Prevention is the key for reducing the prevalence of gingivitis and for preventing its progression to periodontitis in pregnant women. During pregnancy it is advisable to pay special attention to daily oral hygiene by physically controlling oral biofilm, with a toothbrush that is specifically designed for gum care and with interproximal hygiene tools, and by chemically controlling this biofilm using toothpastes and mouthwashes that contain antiseptics that are deemed safe and effective during pregnancy, such as Cetylpyridinium chloride (CPC).


- Jones C. (1997). "Chlorhexidine: is it still the gold standard?". Periodontology 2000; 15, 55-62

- Herrera D, Roldán S, Santacruz I, Santos S, Masdevall M, Sanz M. “Differences in antimicrobial activity of four commercial 0.12% chlorhexidine mouthrinse formulations: an in vitro contact test and salivary bacterial counts study”. J Clin Periodontol. 2003 Apr; 30 (4):307-14

- García D. y López M. (2010). "Interacciones farmacológicas en periimplantitis". Journal of the American Dental Association; Vol.5 nº 1.
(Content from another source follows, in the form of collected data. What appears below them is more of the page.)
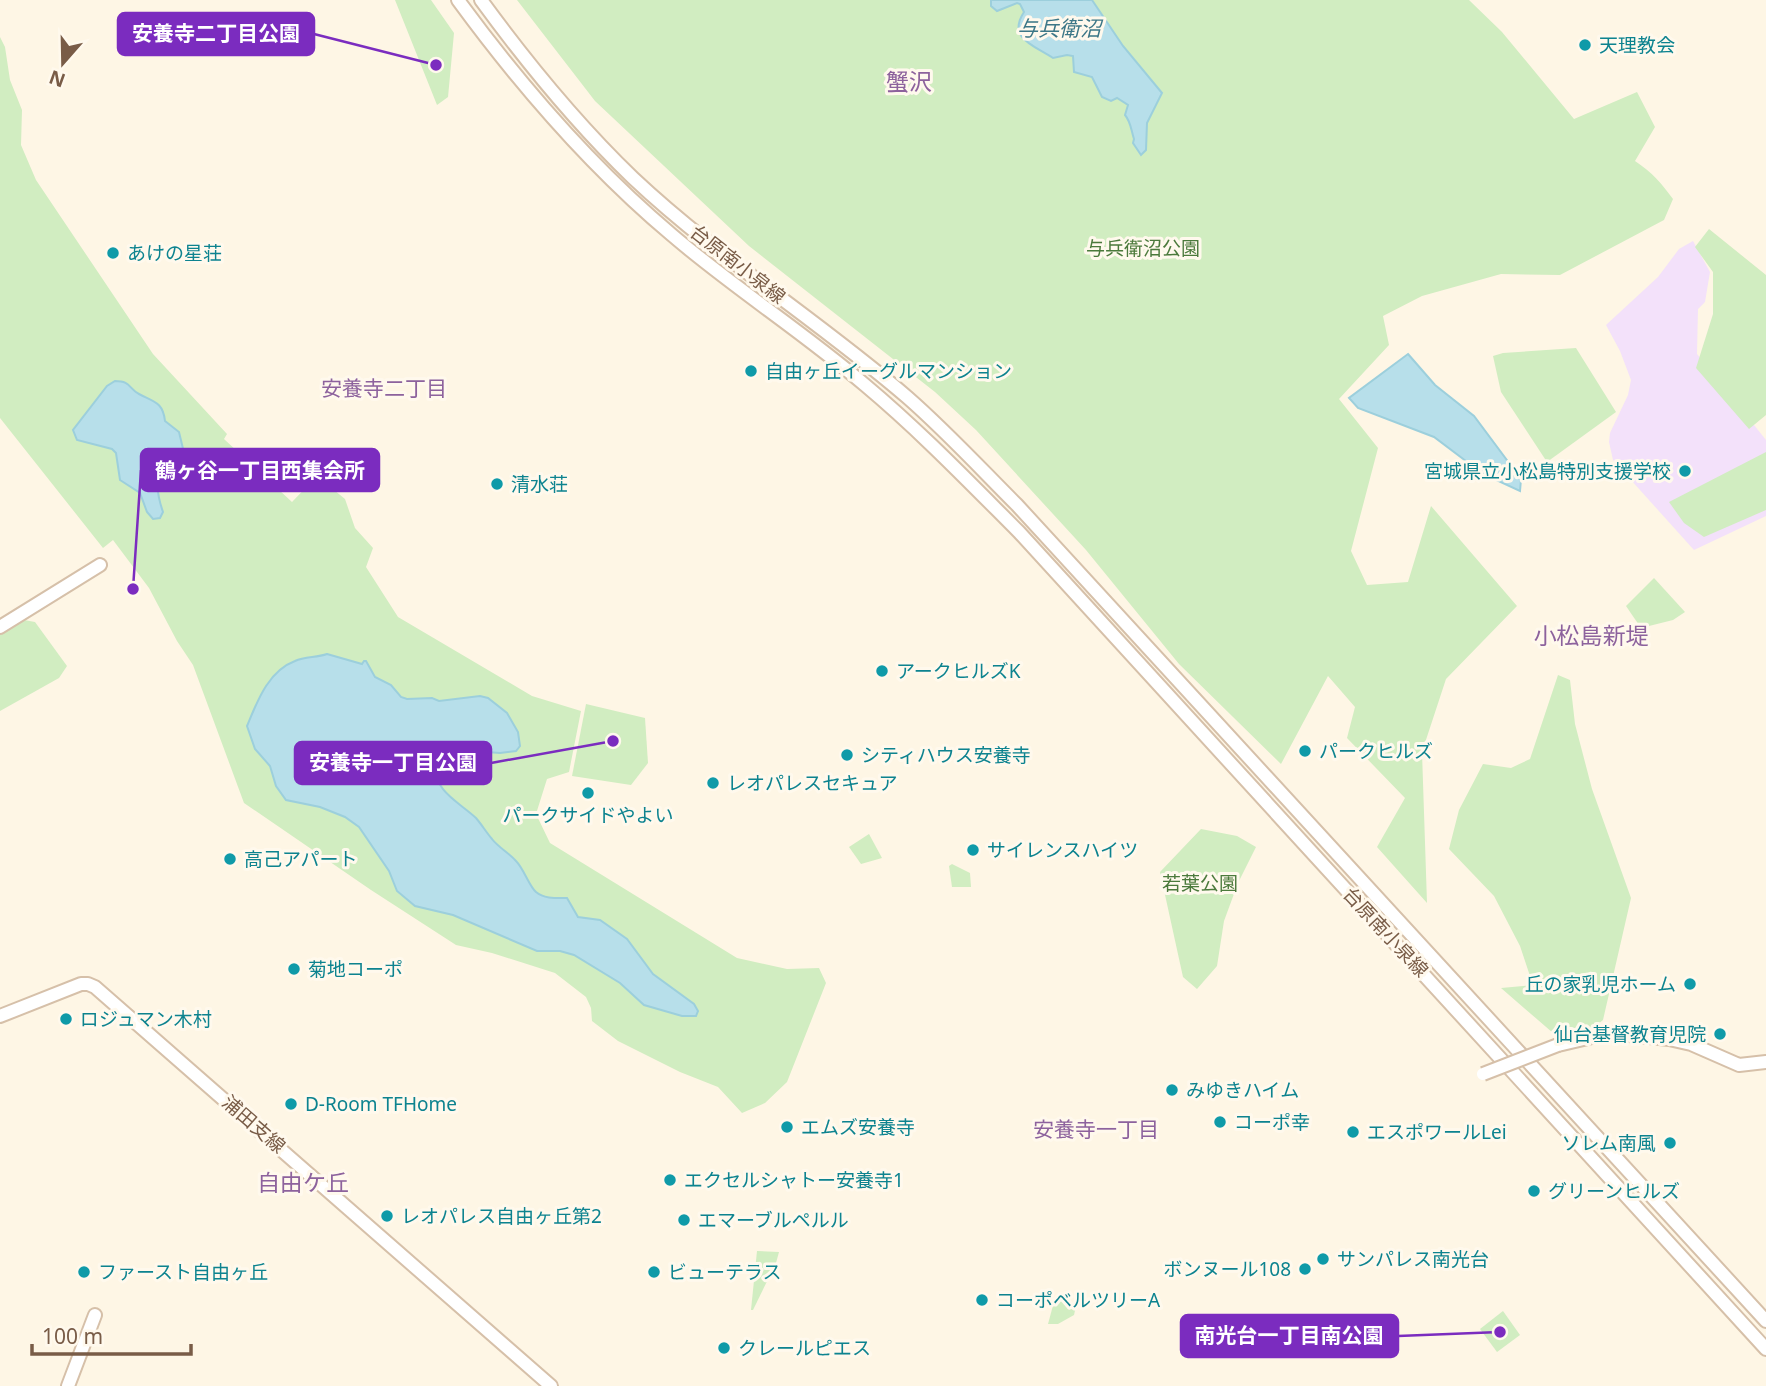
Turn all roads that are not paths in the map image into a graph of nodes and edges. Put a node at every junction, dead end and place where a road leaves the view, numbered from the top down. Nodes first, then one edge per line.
1 (458, 0) edge
2 (481, 0) edge
3 (100, 565) dead end
4 (0, 627) edge
5 (0, 1016) edge
6 (1766, 1062) edge
7 (1483, 1074) dead end
8 (94, 1315) dead end
9 (1766, 1321) edge
10 (1766, 1349) edge
11 (68, 1386) edge
12 (551, 1386) edge

1 - 10 street, 台原南小泉線
2 - 9 street, 台原南小泉線
3 - 4 street
5 - 12 street, 浦田支線
6 - 7 street, bridge
8 - 11 street

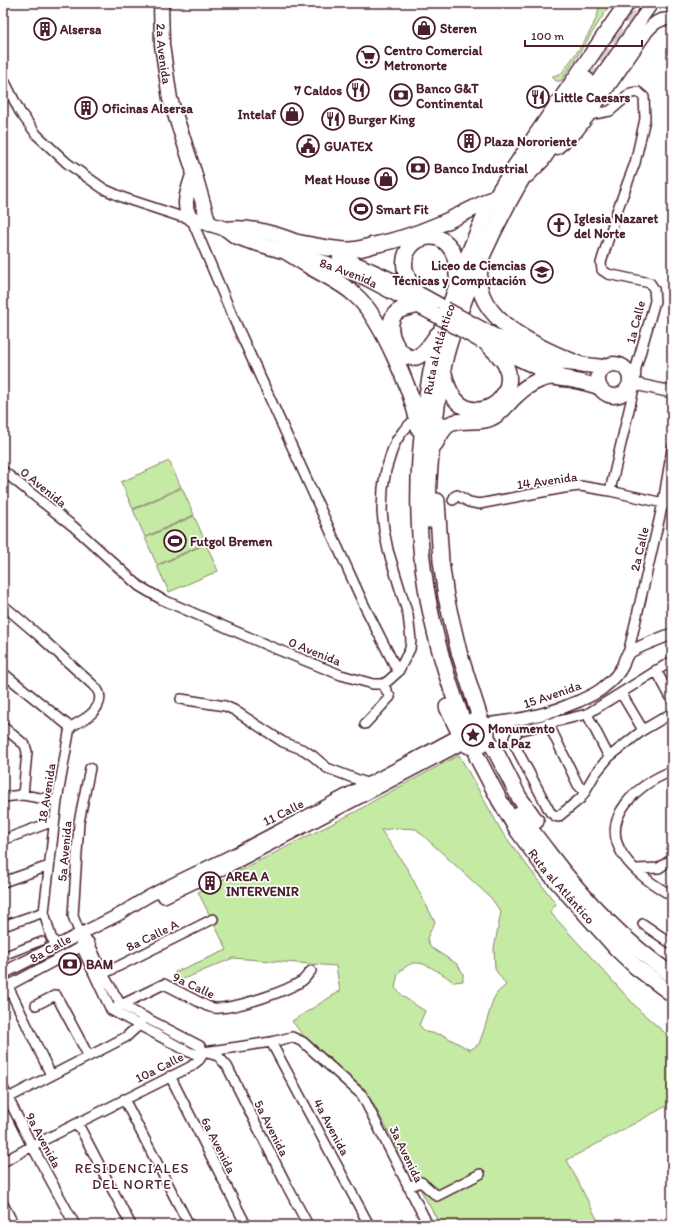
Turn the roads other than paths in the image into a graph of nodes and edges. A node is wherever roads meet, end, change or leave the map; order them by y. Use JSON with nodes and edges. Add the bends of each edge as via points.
{"nodes":[{"id":1,"x":161,"y":3,"type":"edge"},
{"id":2,"x":627,"y":3,"type":"edge"},
{"id":3,"x":652,"y":3,"type":"edge"},
{"id":4,"x":672,"y":20,"type":"edge"},
{"id":5,"x":3,"y":78,"type":"edge"},
{"id":6,"x":587,"y":80,"type":"tunnel mouth"},
{"id":7,"x":589,"y":115,"type":"junction"},
{"id":8,"x":543,"y":161,"type":"junction"},
{"id":9,"x":194,"y":172,"type":"junction"},
{"id":10,"x":514,"y":192,"type":"junction"},
{"id":11,"x":496,"y":197,"type":"junction"},
{"id":12,"x":191,"y":218,"type":"junction"},
{"id":13,"x":209,"y":224,"type":"junction"},
{"id":14,"x":226,"y":229,"type":"junction"},
{"id":15,"x":301,"y":243,"type":"junction"},
{"id":16,"x":288,"y":253,"type":"junction"},
{"id":17,"x":480,"y":259,"type":"junction"},
{"id":18,"x":457,"y":286,"type":"junction"},
{"id":19,"x":417,"y":298,"type":"junction"},
{"id":20,"x":442,"y":329,"type":"junction"},
{"id":21,"x":484,"y":338,"type":"junction"},
{"id":22,"x":582,"y":365,"type":"junction"},
{"id":23,"x":603,"y":367,"type":"junction"},
{"id":24,"x":443,"y":369,"type":"junction"},
{"id":25,"x":569,"y":379,"type":"junction"},
{"id":26,"x":632,"y":384,"type":"junction"},
{"id":27,"x":598,"y":387,"type":"junction"},
{"id":28,"x":672,"y":392,"type":"edge"},
{"id":29,"x":417,"y":417,"type":"junction"},
{"id":30,"x":672,"y":449,"type":"edge"},
{"id":31,"x":427,"y":455,"type":"junction"},
{"id":32,"x":3,"y":471,"type":"edge"},
{"id":33,"x":418,"y":479,"type":"junction"},
{"id":34,"x":610,"y":491,"type":"junction"},
{"id":35,"x":453,"y":500,"type":"dead end"},
{"id":36,"x":668,"y":504,"type":"edge"},
{"id":37,"x":3,"y":605,"type":"edge"},
{"id":38,"x":672,"y":634,"type":"edge"},
{"id":39,"x":628,"y":654,"type":"junction"},
{"id":40,"x":672,"y":661,"type":"edge"},
{"id":41,"x":656,"y":670,"type":"junction"},
{"id":42,"x":398,"y":672,"type":"junction"},
{"id":43,"x":3,"y":673,"type":"edge"},
{"id":44,"x":383,"y":684,"type":"junction"},
{"id":45,"x":621,"y":693,"type":"junction"},
{"id":46,"x":180,"y":699,"type":"dead end"},
{"id":47,"x":672,"y":700,"type":"edge"},
{"id":48,"x":672,"y":713,"type":"edge"},
{"id":49,"x":587,"y":714,"type":"junction"},
{"id":50,"x":474,"y":718,"type":"junction"},
{"id":51,"x":512,"y":721,"type":"junction"},
{"id":52,"x":544,"y":721,"type":"junction"},
{"id":53,"x":365,"y":724,"type":"dead end"},
{"id":54,"x":3,"y":727,"type":"edge"},
{"id":55,"x":70,"y":727,"type":"junction"},
{"id":56,"x":643,"y":730,"type":"junction"},
{"id":57,"x":473,"y":743,"type":"junction"},
{"id":58,"x":609,"y":757,"type":"junction"},
{"id":59,"x":90,"y":768,"type":"dead end"},
{"id":60,"x":672,"y":771,"type":"edge"},
{"id":61,"x":371,"y":788,"type":"junction"},
{"id":62,"x":585,"y":792,"type":"junction"},
{"id":63,"x":22,"y":795,"type":"junction"},
{"id":64,"x":3,"y":797,"type":"edge"},
{"id":65,"x":57,"y":801,"type":"junction"},
{"id":66,"x":54,"y":821,"type":"junction"},
{"id":67,"x":3,"y":840,"type":"edge"},
{"id":68,"x":672,"y":859,"type":"edge"},
{"id":69,"x":49,"y":866,"type":"junction"},
{"id":70,"x":636,"y":869,"type":"junction"},
{"id":71,"x":3,"y":882,"type":"edge"},
{"id":72,"x":672,"y":896,"type":"edge"},
{"id":73,"x":44,"y":912,"type":"junction"},
{"id":74,"x":213,"y":919,"type":"dead end"},
{"id":75,"x":600,"y":922,"type":"junction"},
{"id":76,"x":643,"y":924,"type":"dead end"},
{"id":77,"x":3,"y":926,"type":"edge"},
{"id":78,"x":80,"y":934,"type":"junction"},
{"id":79,"x":42,"y":941,"type":"dead end"},
{"id":80,"x":85,"y":944,"type":"junction"},
{"id":81,"x":672,"y":944,"type":"edge"},
{"id":82,"x":57,"y":946,"type":"junction"},
{"id":83,"x":3,"y":956,"type":"edge"},
{"id":84,"x":311,"y":971,"type":"dead end"},
{"id":85,"x":3,"y":974,"type":"edge"},
{"id":86,"x":103,"y":974,"type":"junction"},
{"id":87,"x":672,"y":975,"type":"edge"},
{"id":88,"x":6,"y":987,"type":"edge"},
{"id":89,"x":672,"y":994,"type":"edge"},
{"id":90,"x":36,"y":1005,"type":"dead end"},
{"id":91,"x":120,"y":1005,"type":"junction"},
{"id":92,"x":111,"y":1010,"type":"junction"},
{"id":93,"x":141,"y":1021,"type":"junction"},
{"id":94,"x":271,"y":1042,"type":"junction"},
{"id":95,"x":204,"y":1052,"type":"junction"},
{"id":96,"x":88,"y":1055,"type":"junction"},
{"id":97,"x":51,"y":1075,"type":"junction"},
{"id":98,"x":170,"y":1076,"type":"junction"},
{"id":99,"x":3,"y":1088,"type":"edge"},
{"id":100,"x":8,"y":1098,"type":"junction"},
{"id":101,"x":124,"y":1099,"type":"junction"},
{"id":102,"x":78,"y":1124,"type":"junction"},
{"id":103,"x":32,"y":1146,"type":"junction"},
{"id":104,"x":3,"y":1162,"type":"edge"},
{"id":105,"x":480,"y":1174,"type":"dead end"},
{"id":106,"x":408,"y":1186,"type":"junction"},
{"id":107,"x":3,"y":1204,"type":"edge"},
{"id":108,"x":14,"y":1225,"type":"edge"},
{"id":109,"x":75,"y":1225,"type":"edge"},
{"id":110,"x":131,"y":1225,"type":"edge"},
{"id":111,"x":189,"y":1225,"type":"edge"},
{"id":112,"x":246,"y":1225,"type":"edge"},
{"id":113,"x":308,"y":1225,"type":"edge"},
{"id":114,"x":369,"y":1225,"type":"edge"},
{"id":115,"x":428,"y":1225,"type":"edge"}],
"edges":[{"from":1,"to":9,"type":"main road","name":"2a Avenida","via":[[162,45],[168,89]]},
{"from":2,"to":11,"type":"highway","name":"Ruta al Atlántico"},
{"from":3,"to":8,"type":"main road","name":"Ruta al Atlántico"},
{"from":4,"to":7,"type":"main road","via":[[663,19],[654,23],[647,31]]},
{"from":5,"to":12,"type":"street","name":"8a Avenida","via":[[20,112],[37,135],[67,163],[104,189],[124,198]]},
{"from":6,"to":10,"type":"highway","name":"Ruta al Atlántico"},
{"from":7,"to":8,"type":"main road","via":[[576,132]]},
{"from":7,"to":26,"type":"street","name":"1a Calle","via":[[610,111],[631,93],[638,92],[644,97],[645,119],[635,162],[601,263],[602,270],[608,274],[650,283],[654,289],[655,300]]},
{"from":8,"to":10,"type":"main road","name":"Ruta al Atlántico"},
{"from":9,"to":12,"type":"main road","via":[[186,205]]},
{"from":9,"to":13,"type":"main road","name":"2a Avenida"},
{"from":10,"to":17,"type":"highway","name":"Ruta al Atlántico"},
{"from":11,"to":15,"type":"highway","via":[[449,221],[389,242],[351,250]]},
{"from":11,"to":18,"type":"highway","name":"Ruta al Atlántico","via":[[475,236]]},
{"from":12,"to":13,"type":"main road","name":"8a Avenida"},
{"from":12,"to":42,"type":"street","via":[[232,315],[364,605]]},
{"from":13,"to":14,"type":"main road","name":"8a Avenida"},
{"from":14,"to":15,"type":"main road","name":"8a Avenida","via":[[238,227]]},
{"from":14,"to":16,"type":"main road","name":"8a Avenida","via":[[235,236]]},
{"from":15,"to":19,"type":"main road","name":"8a Avenida","via":[[370,269]]},
{"from":16,"to":19,"type":"main road","name":"8a Avenida","via":[[328,264]]},
{"from":16,"to":29,"type":"highway","via":[[346,287],[365,304],[405,381]]},
{"from":17,"to":22,"type":"highway","via":[[479,282],[484,298],[495,314],[507,326],[533,343]]},
{"from":17,"to":24,"type":"highway","name":"Ruta al Atlántico"},
{"from":18,"to":19,"type":"highway","via":[[457,267],[453,251],[440,239],[426,237],[412,244],[405,258],[407,277]]},
{"from":18,"to":20,"type":"highway","name":"Ruta al Atlántico"},
{"from":19,"to":20,"type":"highway","via":[[397,312],[393,318],[390,324],[393,341],[410,358],[420,356]]},
{"from":19,"to":21,"type":"main road","name":"8a Avenida","bridge":true},
{"from":20,"to":31,"type":"highway","name":"Ruta al Atlántico","via":[[426,396]]},
{"from":21,"to":22,"type":"main road","name":"8a Avenida","via":[[550,361]]},
{"from":21,"to":24,"type":"highway","via":[[501,357],[508,375],[503,395],[492,407],[480,410],[463,406],[446,386]]},
{"from":21,"to":25,"type":"main road","name":"8a Avenida","via":[[526,362]]},
{"from":22,"to":23,"type":"main road","name":"8a Avenida"},
{"from":23,"to":26,"type":"main road","via":[[612,364],[622,366],[629,373]]},
{"from":23,"to":27,"type":"main road","via":[[598,376]]},
{"from":24,"to":31,"type":"highway","name":"Ruta al Atlántico"},
{"from":25,"to":27,"type":"main road","name":"8a Avenida"},
{"from":25,"to":31,"type":"highway","via":[[550,377],[533,383],[490,419],[451,422]]},
{"from":26,"to":27,"type":"main road","via":[[625,392],[615,396],[605,394]]},
{"from":26,"to":28,"type":"street"},
{"from":26,"to":34,"type":"street","name":"1a Calle"},
{"from":29,"to":31,"type":"highway"},
{"from":29,"to":42,"type":"street","via":[[403,431],[394,446],[383,488],[384,530],[408,615],[411,635],[410,649]]},
{"from":30,"to":36,"type":"street","name":"2a Calle"},
{"from":31,"to":33,"type":"highway","name":"Ruta al Atlántico"},
{"from":31,"to":50,"type":"highway","name":"Ruta al Atlántico","via":[[430,547],[436,590],[453,665]]},
{"from":32,"to":44,"type":"street","name":"0 Avenida","via":[[74,528],[139,586],[161,599],[341,675],[373,684]]},
{"from":33,"to":50,"type":"highway","name":"Ruta al Atlántico","via":[[421,560],[429,610],[444,669]]},
{"from":33,"to":57,"type":"highway","via":[[412,506],[412,553],[417,590],[432,661],[447,706]]},
{"from":34,"to":35,"type":"street","name":"14 Avenida","via":[[580,486],[479,504],[457,495]]},
{"from":34,"to":36,"type":"street","name":"14 Avenida"},
{"from":36,"to":39,"type":"street","name":"2a Calle"},
{"from":37,"to":55,"type":"street","via":[[49,644],[99,693],[94,712]]},
{"from":38,"to":39,"type":"street"},
{"from":39,"to":52,"type":"street","name":"15 Avenida","via":[[622,667],[604,687]]},
{"from":40,"to":41,"type":"street"},
{"from":41,"to":45,"type":"street"},
{"from":41,"to":47,"type":"street"},
{"from":42,"to":44,"type":"street"},
{"from":43,"to":55,"type":"street"},
{"from":44,"to":53,"type":"street","via":[[390,697]]},
{"from":45,"to":49,"type":"street"},
{"from":45,"to":56,"type":"street"},
{"from":46,"to":61,"type":"street","via":[[225,706],[234,710],[282,742],[304,750],[327,768]]},
{"from":48,"to":56,"type":"street"},
{"from":49,"to":52,"type":"street"},
{"from":49,"to":58,"type":"street"},
{"from":50,"to":51,"type":"street","name":"15 Avenida"},
{"from":50,"to":57,"type":"street","name":"15 Avenida","via":[[463,724]]},
{"from":50,"to":57,"type":"street","via":[[487,727]]},
{"from":51,"to":52,"type":"street","name":"15 Avenida"},
{"from":51,"to":57,"type":"street","name":"15 Avenida"},
{"from":52,"to":62,"type":"street","via":[[578,785]]},
{"from":52,"to":62,"type":"street","via":[[518,731],[514,742],[550,812],[560,816]]},
{"from":54,"to":63,"type":"street","via":[[25,746]]},
{"from":55,"to":65,"type":"street","name":"18 Avenida"},
{"from":56,"to":58,"type":"street"},
{"from":57,"to":61,"type":"street","name":"11 Calle"},
{"from":57,"to":75,"type":"highway","via":[[494,748],[519,797],[604,910]]},
{"from":57,"to":75,"type":"highway","via":[[468,760],[491,802],[534,868],[576,915]]},
{"from":58,"to":62,"type":"street"},
{"from":59,"to":78,"type":"street","name":"5a Avenida","via":[[79,822],[72,916]]},
{"from":60,"to":70,"type":"street","via":[[654,780],[631,797],[618,816],[615,836],[623,855]]},
{"from":61,"to":78,"type":"street","name":"11 Calle","via":[[158,891]]},
{"from":63,"to":64,"type":"street"},
{"from":63,"to":65,"type":"street"},
{"from":65,"to":66,"type":"street","name":"18 Avenida"},
{"from":66,"to":67,"type":"street"},
{"from":66,"to":69,"type":"street","name":"18 Avenida"},
{"from":68,"to":70,"type":"street","via":[[659,868]]},
{"from":69,"to":71,"type":"street"},
{"from":69,"to":73,"type":"street","name":"18 Avenida"},
{"from":70,"to":72,"type":"street"},
{"from":73,"to":77,"type":"street"},
{"from":73,"to":82,"type":"street","name":"18 Avenida","via":[[51,937]]},
{"from":74,"to":86,"type":"street","name":"8a Calle A"},
{"from":75,"to":87,"type":"highway","name":"Ruta al Atlántico"},
{"from":75,"to":89,"type":"highway","name":"Ruta al Atlántico","via":[[636,967]]},
{"from":76,"to":81,"type":"street"},
{"from":78,"to":80,"type":"street","name":"5a Avenida"},
{"from":78,"to":82,"type":"street","name":"11 Calle"},
{"from":79,"to":83,"type":"street"},
{"from":80,"to":86,"type":"street","name":"5a Avenida"},
{"from":80,"to":88,"type":"street","name":"8a Calle"},
{"from":80,"to":92,"type":"street","name":"5a Avenida"},
{"from":82,"to":85,"type":"street","name":"11 Calle"},
{"from":84,"to":91,"type":"street","name":"9a Calle","via":[[304,980],[258,1000],[220,1008],[207,1006],[164,984]]},
{"from":85,"to":88,"type":"street"},
{"from":86,"to":91,"type":"street","name":"5a Avenida"},
{"from":88,"to":97,"type":"street"},
{"from":90,"to":96,"type":"street","via":[[56,995]]},
{"from":91,"to":92,"type":"street","name":"9a Calle"},
{"from":91,"to":93,"type":"street","name":"5a Avenida"},
{"from":92,"to":93,"type":"street","name":"5a Avenida"},
{"from":93,"to":95,"type":"street","name":"5a Avenida","via":[[200,1046]]},
{"from":93,"to":96,"type":"street","via":[[126,1037]]},
{"from":94,"to":95,"type":"street"},
{"from":94,"to":106,"type":"street","name":"3a Avenida","via":[[292,1037],[303,1042],[362,1095]]},
{"from":94,"to":114,"type":"street","name":"4a Avenida"},
{"from":95,"to":98,"type":"street","name":"10a Calle","via":[[190,1067]]},
{"from":95,"to":113,"type":"street","name":"5a Avenida","via":[[218,1056],[227,1066]]},
{"from":96,"to":97,"type":"street"},
{"from":97,"to":100,"type":"street"},
{"from":98,"to":101,"type":"street","name":"10a Calle"},
{"from":98,"to":112,"type":"street","name":"6a Avenida"},
{"from":99,"to":100,"type":"street","name":"9a Avenida"},
{"from":100,"to":103,"type":"street","name":"9a Avenida"},
{"from":101,"to":102,"type":"street","name":"10a Calle"},
{"from":101,"to":111,"type":"street"},
{"from":102,"to":103,"type":"street","name":"10a Calle"},
{"from":102,"to":110,"type":"street"},
{"from":103,"to":104,"type":"street","name":"10a Calle"},
{"from":103,"to":109,"type":"street","name":"9a Avenida"},
{"from":105,"to":106,"type":"street","via":[[437,1196],[421,1182]]},
{"from":106,"to":115,"type":"street","name":"3a Avenida"},
{"from":107,"to":108,"type":"street"}]}
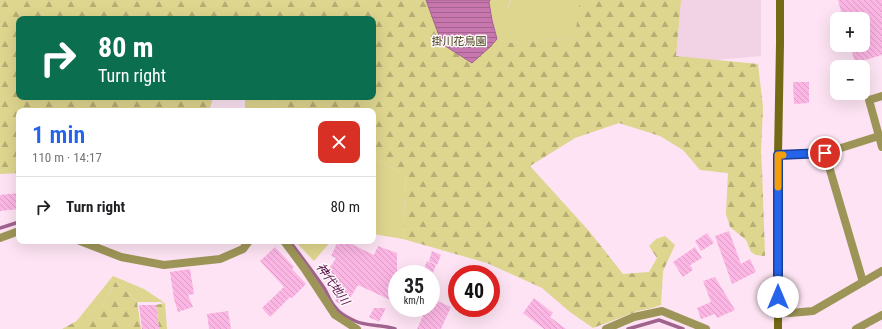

- Quirynen M., Avontroodt P., Peeters W., Pauwels M., Coucke W., van Steenberghe D. (2001). "Effect of different chlorhexidine formlations in mouthrinses on de novo plaque formation". Journal of Clinical Periodontology; 28:1127-36).

- Escribano M., Herrera D., Morante S., Teughels W., Quirynen M., Sanz M. (2010). "Efficacy of a low-concentration chlorexidine mouth rinse in non-compliant periodontitis patients attending a supportive periodontal care programme: a randomized clinical trial". Journal of Clinical Periodontology; 37: 266-275.

- Silk et al. Oral health during pregnancy. Am Fam Physician. 2008;77:1139-44.

- Madianos PN, Bobetsis YA, Offenbacher S. Adverse pregnancy outcomes (APOs) and periodontal disease: pathogenic mechanisms. J Clin Periodontol 2013; 40 (Suppl. 14): S170–S180.

- Santacruz I. Enfermedad periodontal y alteraciones en el embarazo. En: II Simposio SEPA-DENTAID. Madrid; 2014.

- Curiel E, Prieto MA, Muñoz J, Ruiz de Elvira MJ, Galeas JL, Quesada G. Análisis de la morbimortalidad materna de las pacientes con preeclampsia grave, eclampsia y síndrome HELLP que ingresan en una Unidad de Cuidados Intensivos gineco-obstétrica. Med Intensiva. 2011;35(8):478-483.

- American Dental Association Council on Access, Prevention and Interprofessional Relations. Women’s oral health issues. American Dental Association, 2006.